§ **INSTRUCTIONS FOR THE TASK**
Which lines in the records below contain the word "wash"? Report each of them.

§ **ENTRIES SUPPLIED**
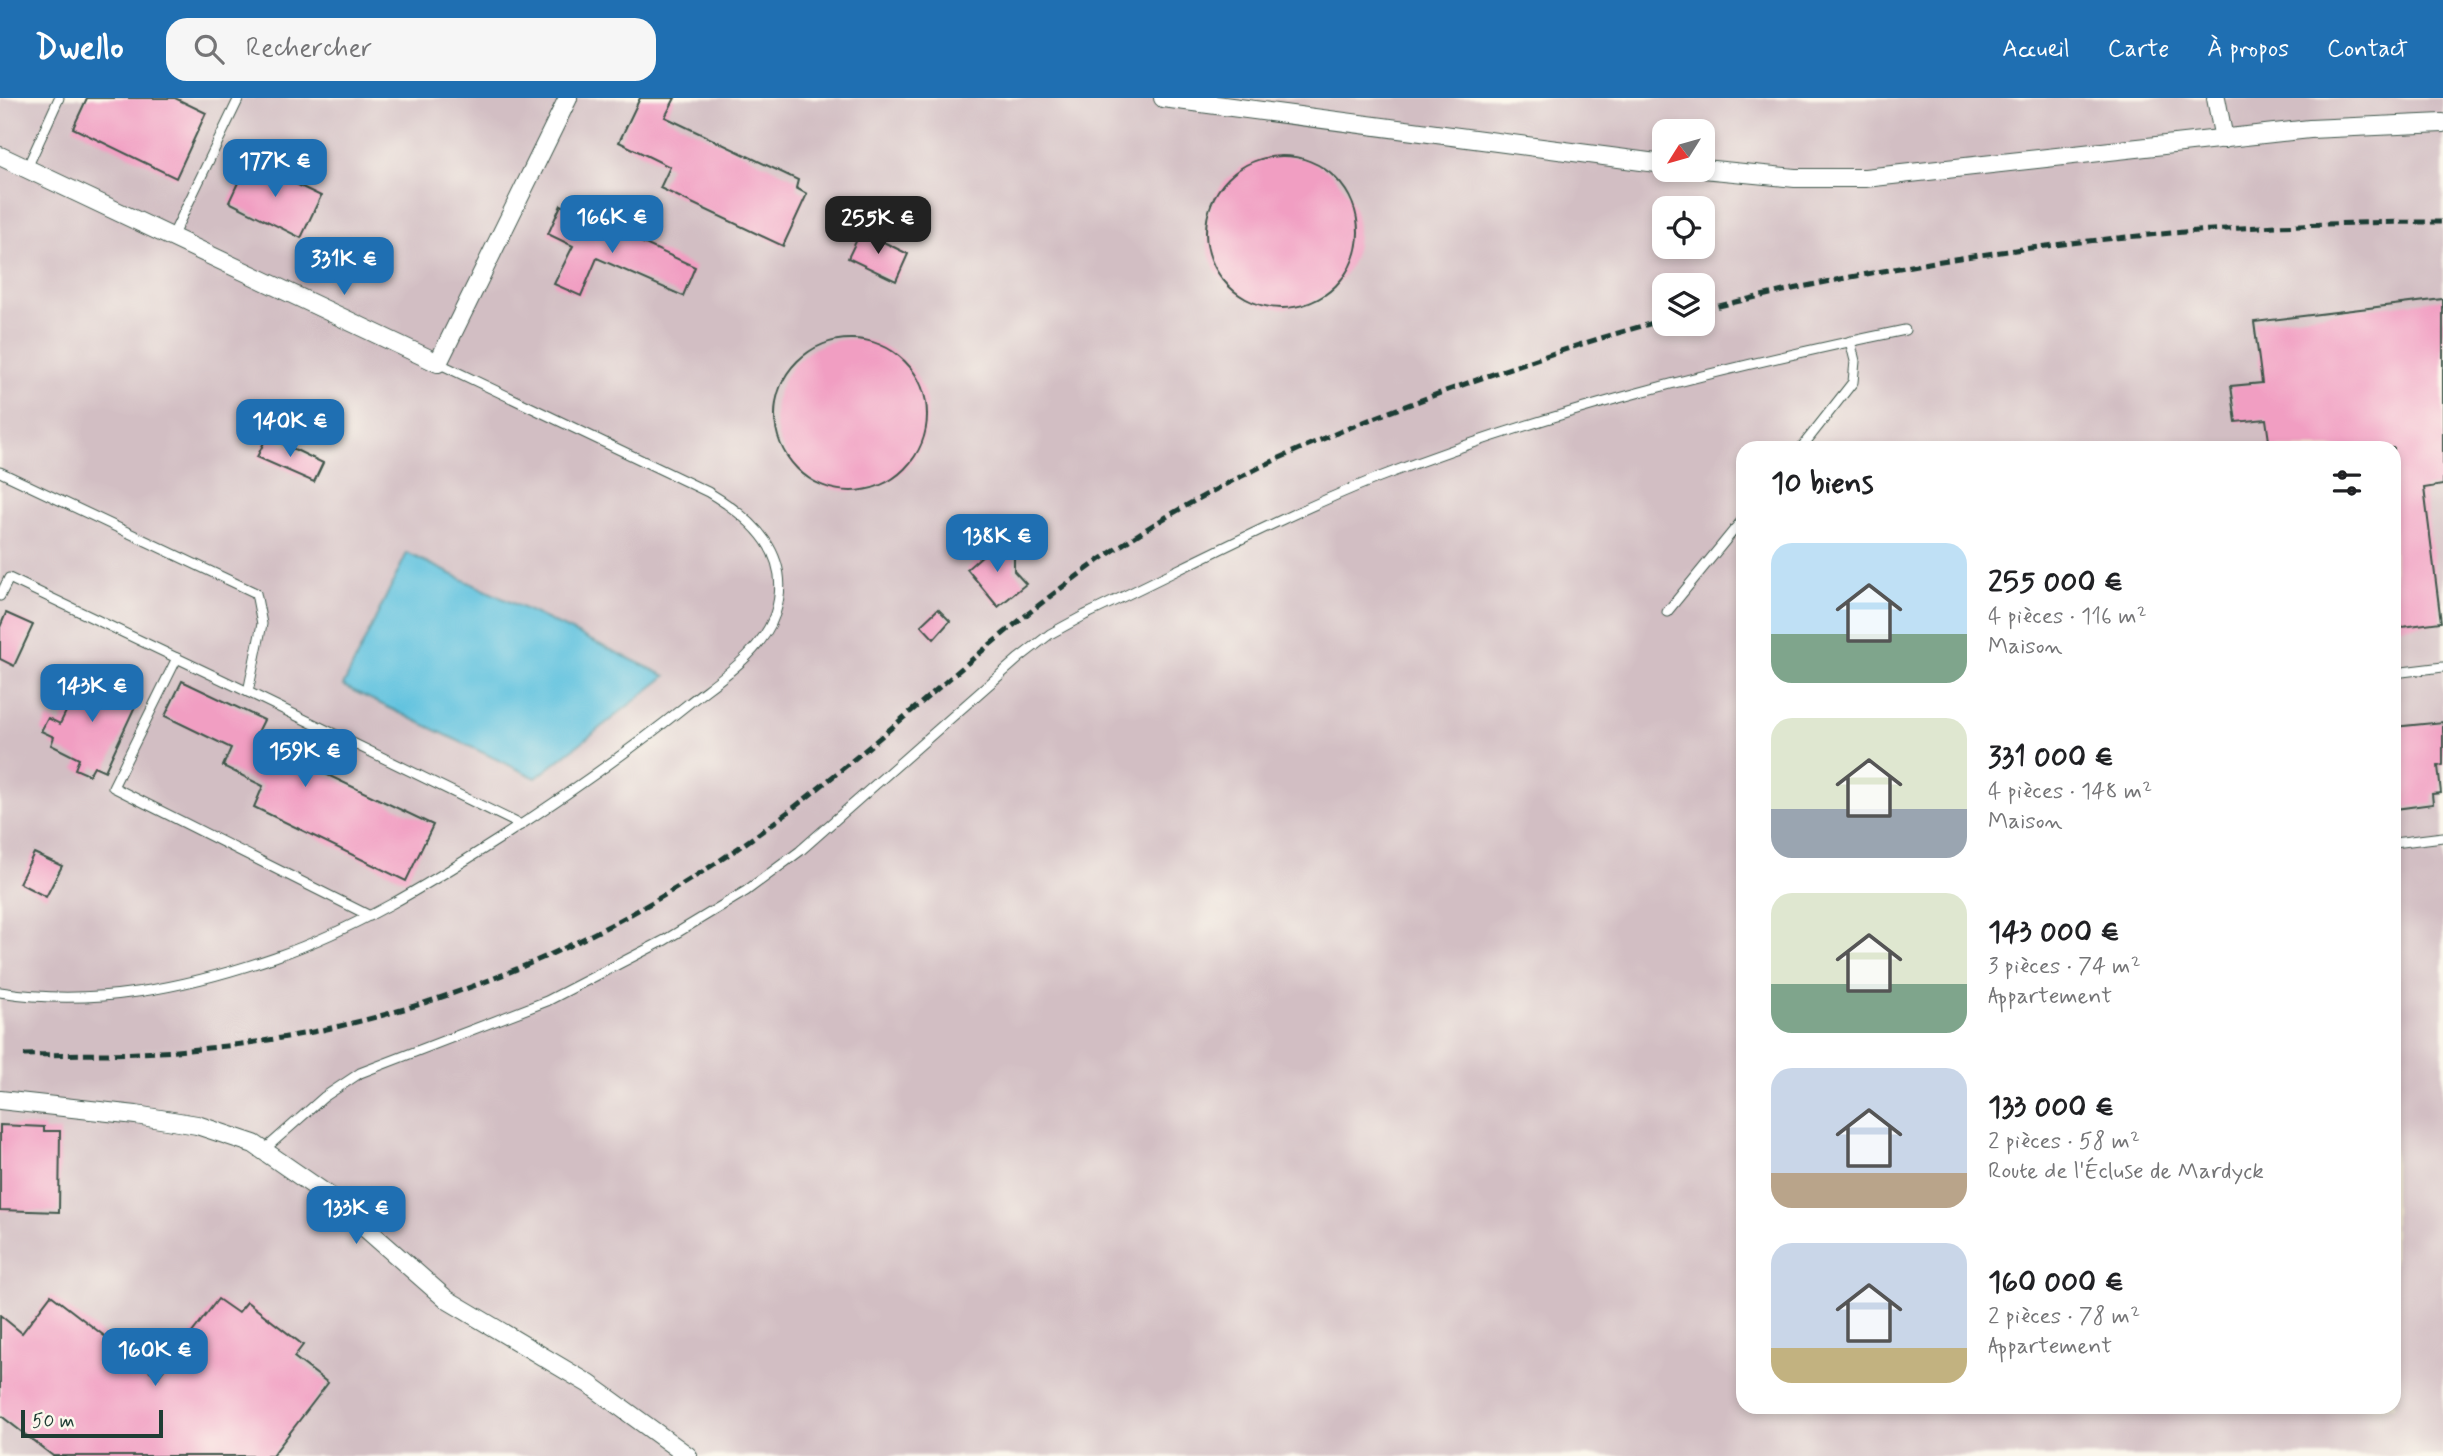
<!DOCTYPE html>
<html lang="fr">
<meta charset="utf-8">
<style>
:root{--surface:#fff;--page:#f6f6f6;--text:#202124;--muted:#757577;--accent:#1f6fb2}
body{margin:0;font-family:Mynerve,sans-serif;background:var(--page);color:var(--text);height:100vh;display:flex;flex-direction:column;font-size:26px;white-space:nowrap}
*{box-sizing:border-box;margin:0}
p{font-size:23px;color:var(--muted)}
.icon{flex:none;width:38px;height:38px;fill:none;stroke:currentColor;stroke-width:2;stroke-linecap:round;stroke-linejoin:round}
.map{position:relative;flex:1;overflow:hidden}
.side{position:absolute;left:1736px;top:343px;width:665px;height:973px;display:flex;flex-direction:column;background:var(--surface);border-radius:21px;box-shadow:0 4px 10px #0003}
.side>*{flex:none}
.needle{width:46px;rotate:233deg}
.buttons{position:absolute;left:1652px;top:21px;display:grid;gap:14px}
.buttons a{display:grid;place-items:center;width:63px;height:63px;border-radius:14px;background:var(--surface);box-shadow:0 4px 10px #0003;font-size:35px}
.scale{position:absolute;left:21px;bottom:18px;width:142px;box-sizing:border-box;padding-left:7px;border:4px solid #1f3d34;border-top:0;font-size:19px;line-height:24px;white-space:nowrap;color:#1f3d34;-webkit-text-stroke:5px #fbf7ec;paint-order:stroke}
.price{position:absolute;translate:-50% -60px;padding:0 16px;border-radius:14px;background:var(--accent);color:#fff;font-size:23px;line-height:46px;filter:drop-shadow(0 2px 4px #0008)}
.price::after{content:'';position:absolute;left:50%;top:42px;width:21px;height:16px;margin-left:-10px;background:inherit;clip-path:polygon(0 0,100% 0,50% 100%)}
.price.on{background:#222;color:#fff}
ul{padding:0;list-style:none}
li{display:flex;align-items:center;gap:21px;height:175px;padding:0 35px}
li span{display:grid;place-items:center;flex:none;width:196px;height:140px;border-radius:21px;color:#555}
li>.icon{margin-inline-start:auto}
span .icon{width:84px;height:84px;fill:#fffc;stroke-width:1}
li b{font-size:30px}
h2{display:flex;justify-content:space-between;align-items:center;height:84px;padding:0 35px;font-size:30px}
header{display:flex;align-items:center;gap:42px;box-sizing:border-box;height:98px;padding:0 35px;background:var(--accent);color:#fff}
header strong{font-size:33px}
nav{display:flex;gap:38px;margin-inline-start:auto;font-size:24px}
.search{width:490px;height:63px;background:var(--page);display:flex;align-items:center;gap:18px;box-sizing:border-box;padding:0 24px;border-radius:21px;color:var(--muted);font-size:26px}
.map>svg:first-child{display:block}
.industrial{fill:#d2bec3;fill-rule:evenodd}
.water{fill:#61c2df;stroke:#40808a;stroke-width:2}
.building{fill:#f19ec2}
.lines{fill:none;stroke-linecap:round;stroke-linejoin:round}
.lane-casing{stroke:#3f574b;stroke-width:11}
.street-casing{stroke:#3f574b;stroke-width:20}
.lane{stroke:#fff;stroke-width:9}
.street{stroke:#fff;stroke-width:18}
.rail{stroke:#1f3d34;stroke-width:5;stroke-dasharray:10 5;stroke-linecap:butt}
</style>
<header>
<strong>Dwello</strong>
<div class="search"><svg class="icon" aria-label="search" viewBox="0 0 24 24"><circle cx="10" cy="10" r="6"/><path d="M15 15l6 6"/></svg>Rechercher</div>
<nav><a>Accueil</a><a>Carte</a><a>À propos</a><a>Contact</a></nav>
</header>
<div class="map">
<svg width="2443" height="1358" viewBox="0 0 2443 1358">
<rect width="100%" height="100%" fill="#fbf7ec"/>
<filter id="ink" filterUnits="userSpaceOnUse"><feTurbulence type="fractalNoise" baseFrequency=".0143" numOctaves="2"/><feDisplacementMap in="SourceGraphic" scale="14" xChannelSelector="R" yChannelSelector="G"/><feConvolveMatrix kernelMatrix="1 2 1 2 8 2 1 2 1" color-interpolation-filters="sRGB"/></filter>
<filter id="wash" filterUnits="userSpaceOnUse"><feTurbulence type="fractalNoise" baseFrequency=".00686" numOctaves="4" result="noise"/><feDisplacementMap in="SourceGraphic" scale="28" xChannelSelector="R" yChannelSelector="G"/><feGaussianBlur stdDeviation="1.57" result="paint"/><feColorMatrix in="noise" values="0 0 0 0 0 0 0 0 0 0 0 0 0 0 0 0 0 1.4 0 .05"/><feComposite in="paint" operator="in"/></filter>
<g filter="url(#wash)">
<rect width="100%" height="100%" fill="#f2e9d0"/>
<!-- industrial -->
<path class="industrial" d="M0,0H2443V1358H0ZM1664,33H1703V72H1664ZM1664,110H1703V149H1664ZM1664,187H1703V226H1664ZM1743,350H2394V1309H1743Z"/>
<!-- water -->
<path class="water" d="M407,455L666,578L536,680L343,588Z"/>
<g id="blocks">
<!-- building -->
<g class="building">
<path d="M87,0H175L206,15L176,80L73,30Z"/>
<path d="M640,0H675L665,19L798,82L796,90L807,96L783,148L660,90L670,69L619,44Z"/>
<circle cx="1282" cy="134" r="76"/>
<path d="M248,63L321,98L301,140L229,104Z"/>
<path d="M561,107L695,169L683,198L597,160L581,198L554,186L573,148L548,136Z"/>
<path d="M861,133L908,156L896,183L848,160Z"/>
<path d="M2443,201V387L2424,390L2441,524L2394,530V350H2270L2266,321L2236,324L2231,288L2262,285L2254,224Z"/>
<circle cx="851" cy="317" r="76"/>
<path d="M267,338L323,365L314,384L257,359Z"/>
<path d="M1000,442L1014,458V473L1026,486L998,509L967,471Z"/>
<path d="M938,511L950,523L934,541L921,527Z"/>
<path d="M6,515L33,527L14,568L0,561V529Z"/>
<path d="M85,575L138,602L105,673L94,668L89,677L75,671L79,661L51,647L54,639L41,633L48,620L60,626Z"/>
<path d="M182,583L264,622L254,642L433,727L406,783L254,709L263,688L223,668L231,650L165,618Z"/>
<path d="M2443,624V667L2438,668L2441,695L2432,696L2433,706L2395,711L2394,629Z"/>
<path d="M34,755L62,768L46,799L19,785Z"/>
<path d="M0,1027L44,1029V1033H60L59,1114L0,1112Z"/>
<path d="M51,1197L158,1279L218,1201L238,1215L247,1204L303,1247L294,1259L328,1285L272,1358H53L0,1317V1217L22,1235Z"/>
</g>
</g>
</g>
<g filter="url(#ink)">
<use href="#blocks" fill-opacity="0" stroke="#3f574b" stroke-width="2"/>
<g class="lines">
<defs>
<g id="lane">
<path d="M27,70L59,0"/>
<path d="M172,139L239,0"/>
<path d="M1801,350L1853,284L1855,263L1850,243"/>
<path d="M0,374L256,495L262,526L248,594L521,727"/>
<path d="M0,498L9,480L248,594"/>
<path d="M1667,514L1743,421"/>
<path d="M177,560L113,689L370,818"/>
<path d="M2394,575L2443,569"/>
<path d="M2394,745L2443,739"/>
<path d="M0,894C94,909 185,890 275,859C355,831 427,787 499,741C564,699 627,655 688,606C719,581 762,555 775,516C794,457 753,421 708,394L438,265"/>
<path d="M264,1052L324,999L360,975L547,903L665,842L746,793L800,753L1019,560L1050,536L1085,517C1182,471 1278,420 1377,380C1548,313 1726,269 1905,232"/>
</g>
<g id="street">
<path d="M1163,0L1664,66"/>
<path d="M2216,0L2224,41"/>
<path d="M0,58L438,265L568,0"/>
<path d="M1703,71L1795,80H1865L2310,31L2443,25"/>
<path d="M0,1002L136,1017L197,1027L254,1046L329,1098L446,1201L589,1286L688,1358"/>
</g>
</defs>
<!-- lane casing -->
<use href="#lane" class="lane-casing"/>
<!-- street casing -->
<use href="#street" class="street-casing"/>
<!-- lane -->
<use href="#lane" class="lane"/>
<!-- street -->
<use href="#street" class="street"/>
<!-- rail -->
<g class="rail">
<path d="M1703,212C1945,151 2193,124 2443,124"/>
<path d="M24,957C85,956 147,957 208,950C424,928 627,839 797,707C911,619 1015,515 1137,437C1236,374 1343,330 1454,290C1523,265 1593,241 1664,222"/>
</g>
</g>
</g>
</svg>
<div class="buttons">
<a><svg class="needle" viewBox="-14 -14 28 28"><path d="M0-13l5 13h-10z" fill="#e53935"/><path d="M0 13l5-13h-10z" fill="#757577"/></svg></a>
<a><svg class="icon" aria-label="locate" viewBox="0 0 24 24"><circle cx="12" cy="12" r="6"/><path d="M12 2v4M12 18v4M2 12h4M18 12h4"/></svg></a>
<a><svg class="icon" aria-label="layers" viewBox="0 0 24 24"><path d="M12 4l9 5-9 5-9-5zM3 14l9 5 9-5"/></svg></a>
</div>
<div class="scale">50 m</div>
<b class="price" style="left:275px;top:101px">177K €</b>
<b class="price" style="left:612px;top:157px">166K €</b>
<b class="price on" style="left:878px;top:158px">255K €</b>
<b class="price" style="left:344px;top:199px">331K €</b>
<b class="price" style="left:290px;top:361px">140K €</b>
<b class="price" style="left:997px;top:476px">138K €</b>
<b class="price" style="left:92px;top:626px">143K €</b>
<b class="price" style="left:305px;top:691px">159K €</b>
<b class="price" style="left:356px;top:1148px">133K €</b>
<b class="price" style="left:155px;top:1290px">160K €</b>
<section class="side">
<h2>10 biens<svg class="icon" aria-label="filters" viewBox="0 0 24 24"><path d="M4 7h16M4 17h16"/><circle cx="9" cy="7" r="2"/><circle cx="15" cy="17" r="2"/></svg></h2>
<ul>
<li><span style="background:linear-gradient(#bfe0f5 65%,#7fa58c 0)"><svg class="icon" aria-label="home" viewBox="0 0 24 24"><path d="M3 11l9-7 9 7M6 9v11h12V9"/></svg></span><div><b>255 000 €</b><p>4 pièces · 116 m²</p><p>Maison</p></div></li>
<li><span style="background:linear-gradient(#dfe7d0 65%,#9aa5b1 0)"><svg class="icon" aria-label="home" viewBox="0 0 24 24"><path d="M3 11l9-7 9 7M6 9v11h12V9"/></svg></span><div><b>331 000 €</b><p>4 pièces · 148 m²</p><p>Maison</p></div></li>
<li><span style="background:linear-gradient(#dfe7d0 65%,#7fa58c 0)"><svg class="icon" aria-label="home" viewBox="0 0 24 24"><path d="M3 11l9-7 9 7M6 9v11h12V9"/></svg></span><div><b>143 000 €</b><p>3 pièces · 74 m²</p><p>Appartement</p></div></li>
<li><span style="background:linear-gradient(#c9d6e8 75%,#b9a48a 0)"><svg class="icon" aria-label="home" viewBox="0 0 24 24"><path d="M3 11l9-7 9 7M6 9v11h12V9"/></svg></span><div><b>133 000 €</b><p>2 pièces · 58 m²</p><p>Route de l'Écluse de Mardyck</p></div></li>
<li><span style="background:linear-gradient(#c9d6e8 75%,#c2b280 0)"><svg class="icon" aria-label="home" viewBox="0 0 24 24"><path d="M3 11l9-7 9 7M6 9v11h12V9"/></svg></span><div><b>160 000 €</b><p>2 pièces · 78 m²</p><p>Appartement</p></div></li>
</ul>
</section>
</div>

§ **RESPONSE AREA**
<filter id="wash" filterUnits="userSpaceOnUse"><feTurbulence type="fractalNoise" baseFrequency=".00686" numOctaves="4" result="noise"/><feDisplacementMap in="SourceGraphic" scale="28" xChannelSelector="R" yChannelSelector="G"/><feGaussianBlur stdDeviation="1.57" result="paint"/><feColorMatrix in="noise" values="0 0 0 0 0 0 0 0 0 0 0 0 0 0 0 0 0 1.4 0 .05"/><feComposite in="paint" operator="in"/></filter>
<g filter="url(#wash)">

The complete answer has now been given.